Leao-Milan, il silenzio di Amorim pesa più di mille parole
"Leao ha giocato molto bene ai Mondiali, ma sono felice di tutta la squadra in generale". Poche parole, calibrate, quasi fredde. Ruben Amorim ha scelto la strada più prudente possibile quando gli è stato chiesto del futuro di Rafael Leao. Nessuna apertura, nessuna blindatura né un "contiamo su di lui". Solo un apprezzamento tecnico inserito subito dentro un discorso collettivo. Tradotto: Leao è stato bravo, sì, ma il tema non diventa personale, anche perché quando un allenatore evita di entrare davvero nel futuro di un giocatore simbolo, spesso il messaggio è più forte della risposta stessa.
IL SEGNALE SOCIAL E UN LEGAME CHE SI STA SPEGNENDO
A rendere tutto ancora più rumoroso c'è anche il dettaglio social che non è assolutamente sfuggito ai più attenti: in queste ore Leao ha tolto dalla proprio bio di Instagram il riferimento al Milan. Da solo, forse, potrebbe sembrare un particolare da tifosi con la lente di ingrandimento, ma dentro un'estate già carica di dubbi diventa invece benzina sul fuoco.
Il punto è che il suo ciclo in rossonero sembra oramai arrivato alla fine naturale. Non necessariamente per rottura totale, non per mancanza di rispetto. Semplicemente perché certe storie a un certo punto smettono di crescere. Leao ha dato strappi, gol, giocate decisive, momenti di campione vero, ma anche pause, silenzi, partite attraversate più che dominate. E il Milan, oggi, sembra avere bisogno di una squadra meno dipendente dall'umore del suo numero 10.

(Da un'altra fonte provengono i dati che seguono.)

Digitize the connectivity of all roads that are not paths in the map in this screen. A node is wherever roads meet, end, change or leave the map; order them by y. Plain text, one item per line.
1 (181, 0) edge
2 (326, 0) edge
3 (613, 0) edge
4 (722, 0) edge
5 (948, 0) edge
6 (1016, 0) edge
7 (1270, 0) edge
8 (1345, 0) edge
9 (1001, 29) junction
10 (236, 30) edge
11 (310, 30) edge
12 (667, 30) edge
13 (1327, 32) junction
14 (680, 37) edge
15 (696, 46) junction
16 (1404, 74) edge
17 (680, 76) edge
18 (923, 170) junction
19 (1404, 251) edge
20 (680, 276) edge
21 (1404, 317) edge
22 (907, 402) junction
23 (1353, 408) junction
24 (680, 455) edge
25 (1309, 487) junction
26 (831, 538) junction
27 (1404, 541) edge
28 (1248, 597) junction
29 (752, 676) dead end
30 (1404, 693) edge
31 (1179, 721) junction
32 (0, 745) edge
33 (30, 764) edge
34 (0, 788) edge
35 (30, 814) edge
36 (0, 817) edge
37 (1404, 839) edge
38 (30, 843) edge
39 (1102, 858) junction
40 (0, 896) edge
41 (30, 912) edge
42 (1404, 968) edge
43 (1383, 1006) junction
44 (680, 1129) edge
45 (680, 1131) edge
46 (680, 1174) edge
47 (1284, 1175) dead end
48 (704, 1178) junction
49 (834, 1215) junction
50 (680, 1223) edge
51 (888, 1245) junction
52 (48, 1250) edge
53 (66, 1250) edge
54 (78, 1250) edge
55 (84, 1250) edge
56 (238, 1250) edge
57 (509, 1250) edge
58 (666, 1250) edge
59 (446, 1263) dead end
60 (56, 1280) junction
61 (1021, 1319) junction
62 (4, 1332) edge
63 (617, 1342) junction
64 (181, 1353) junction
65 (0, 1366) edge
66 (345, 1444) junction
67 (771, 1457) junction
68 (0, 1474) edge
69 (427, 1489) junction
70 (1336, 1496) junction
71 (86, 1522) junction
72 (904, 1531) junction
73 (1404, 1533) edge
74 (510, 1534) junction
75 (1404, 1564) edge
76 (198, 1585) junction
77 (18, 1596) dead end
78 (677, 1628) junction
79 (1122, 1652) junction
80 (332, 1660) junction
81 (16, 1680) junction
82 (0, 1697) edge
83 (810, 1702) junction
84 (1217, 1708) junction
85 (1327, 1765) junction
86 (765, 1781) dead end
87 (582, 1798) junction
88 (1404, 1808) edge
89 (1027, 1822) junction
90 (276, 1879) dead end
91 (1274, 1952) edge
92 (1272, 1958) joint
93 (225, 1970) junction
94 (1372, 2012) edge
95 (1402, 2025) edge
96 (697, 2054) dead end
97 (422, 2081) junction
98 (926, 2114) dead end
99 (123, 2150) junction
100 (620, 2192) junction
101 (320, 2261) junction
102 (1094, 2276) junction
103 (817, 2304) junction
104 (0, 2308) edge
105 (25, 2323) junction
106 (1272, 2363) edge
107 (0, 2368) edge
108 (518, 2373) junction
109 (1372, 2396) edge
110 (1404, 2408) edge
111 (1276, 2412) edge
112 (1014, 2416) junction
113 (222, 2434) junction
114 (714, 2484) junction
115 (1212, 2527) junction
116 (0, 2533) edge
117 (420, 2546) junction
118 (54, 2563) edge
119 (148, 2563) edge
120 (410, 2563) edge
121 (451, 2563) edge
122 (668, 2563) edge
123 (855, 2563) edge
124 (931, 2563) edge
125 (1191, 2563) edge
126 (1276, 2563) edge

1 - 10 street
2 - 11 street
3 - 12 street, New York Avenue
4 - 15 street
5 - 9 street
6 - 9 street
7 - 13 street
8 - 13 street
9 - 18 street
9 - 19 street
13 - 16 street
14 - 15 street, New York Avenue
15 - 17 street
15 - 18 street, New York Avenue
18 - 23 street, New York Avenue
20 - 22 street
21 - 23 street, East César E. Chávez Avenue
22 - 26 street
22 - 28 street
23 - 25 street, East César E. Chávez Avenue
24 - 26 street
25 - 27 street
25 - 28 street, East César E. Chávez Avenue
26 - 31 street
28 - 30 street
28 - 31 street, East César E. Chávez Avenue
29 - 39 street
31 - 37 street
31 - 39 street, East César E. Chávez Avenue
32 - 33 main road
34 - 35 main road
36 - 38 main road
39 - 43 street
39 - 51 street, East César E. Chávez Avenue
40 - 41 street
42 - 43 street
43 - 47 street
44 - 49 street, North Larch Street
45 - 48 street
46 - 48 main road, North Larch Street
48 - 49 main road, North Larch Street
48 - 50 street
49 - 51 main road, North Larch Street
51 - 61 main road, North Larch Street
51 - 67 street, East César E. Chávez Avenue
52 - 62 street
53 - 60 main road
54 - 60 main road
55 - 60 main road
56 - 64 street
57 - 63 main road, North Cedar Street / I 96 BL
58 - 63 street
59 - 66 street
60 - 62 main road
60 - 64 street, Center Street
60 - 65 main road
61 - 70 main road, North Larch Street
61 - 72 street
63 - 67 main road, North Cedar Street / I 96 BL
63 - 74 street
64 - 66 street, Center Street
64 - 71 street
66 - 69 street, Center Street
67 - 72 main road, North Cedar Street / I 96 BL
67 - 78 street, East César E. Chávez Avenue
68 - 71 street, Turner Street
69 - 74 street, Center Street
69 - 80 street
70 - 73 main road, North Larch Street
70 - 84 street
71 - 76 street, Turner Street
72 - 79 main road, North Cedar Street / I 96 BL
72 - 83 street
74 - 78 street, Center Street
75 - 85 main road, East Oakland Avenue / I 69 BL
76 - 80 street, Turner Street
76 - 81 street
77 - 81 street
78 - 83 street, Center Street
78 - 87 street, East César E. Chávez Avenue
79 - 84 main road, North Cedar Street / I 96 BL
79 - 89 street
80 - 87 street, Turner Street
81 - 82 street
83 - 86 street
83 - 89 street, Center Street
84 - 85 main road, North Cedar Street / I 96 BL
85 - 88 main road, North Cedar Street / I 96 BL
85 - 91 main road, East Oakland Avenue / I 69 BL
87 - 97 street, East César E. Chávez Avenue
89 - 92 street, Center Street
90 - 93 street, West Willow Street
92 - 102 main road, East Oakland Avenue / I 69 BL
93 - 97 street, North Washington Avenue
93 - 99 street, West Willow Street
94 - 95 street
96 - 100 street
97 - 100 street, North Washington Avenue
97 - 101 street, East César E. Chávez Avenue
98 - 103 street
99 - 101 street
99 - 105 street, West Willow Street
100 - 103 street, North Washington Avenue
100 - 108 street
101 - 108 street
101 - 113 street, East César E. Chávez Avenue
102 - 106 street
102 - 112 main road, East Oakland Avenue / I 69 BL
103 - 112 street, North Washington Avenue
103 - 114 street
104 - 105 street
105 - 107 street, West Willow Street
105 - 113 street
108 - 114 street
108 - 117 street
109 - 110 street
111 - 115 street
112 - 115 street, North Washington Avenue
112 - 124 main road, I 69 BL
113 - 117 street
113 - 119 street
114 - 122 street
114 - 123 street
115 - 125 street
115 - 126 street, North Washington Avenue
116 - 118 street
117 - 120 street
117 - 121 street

AMORIM NON CHIUDE, MA NEMMENO RILANCIA
La frase di Amorim nel corso della sua conferenza stampa di presentazione è interessante proprio perché non dice quasi nulla. Eppure dice tantissimo. Il tecnico portoghese avrebbe potuto elogiare il suo numero 10 apertamente, definirlo centrale indicandolo anche come riferimento del nuovo progetto tecnico. Invece ha allargato subito il discorso alla squadra, scelta tutt'altro che casuale soprattutto in un momento in cui ogni parola viene pesata.
Forse il Milan non vuole esporsi. Forse Leao non ha ancora deciso dove andare - anche se avrebbe già le idee chiare. Forse il mercato farà il resto, Ma la sensazione è che club ed Amorim siano già un passo oltre: non più "come riparte Leao?", ma "cosa si farà dopo Leao?". Ed è qui che cambia tutto, perché quando un addio smette di fare paura e inizia a sembrare una soluzione, vuol dire che davvero la storia è ai titoli di coda.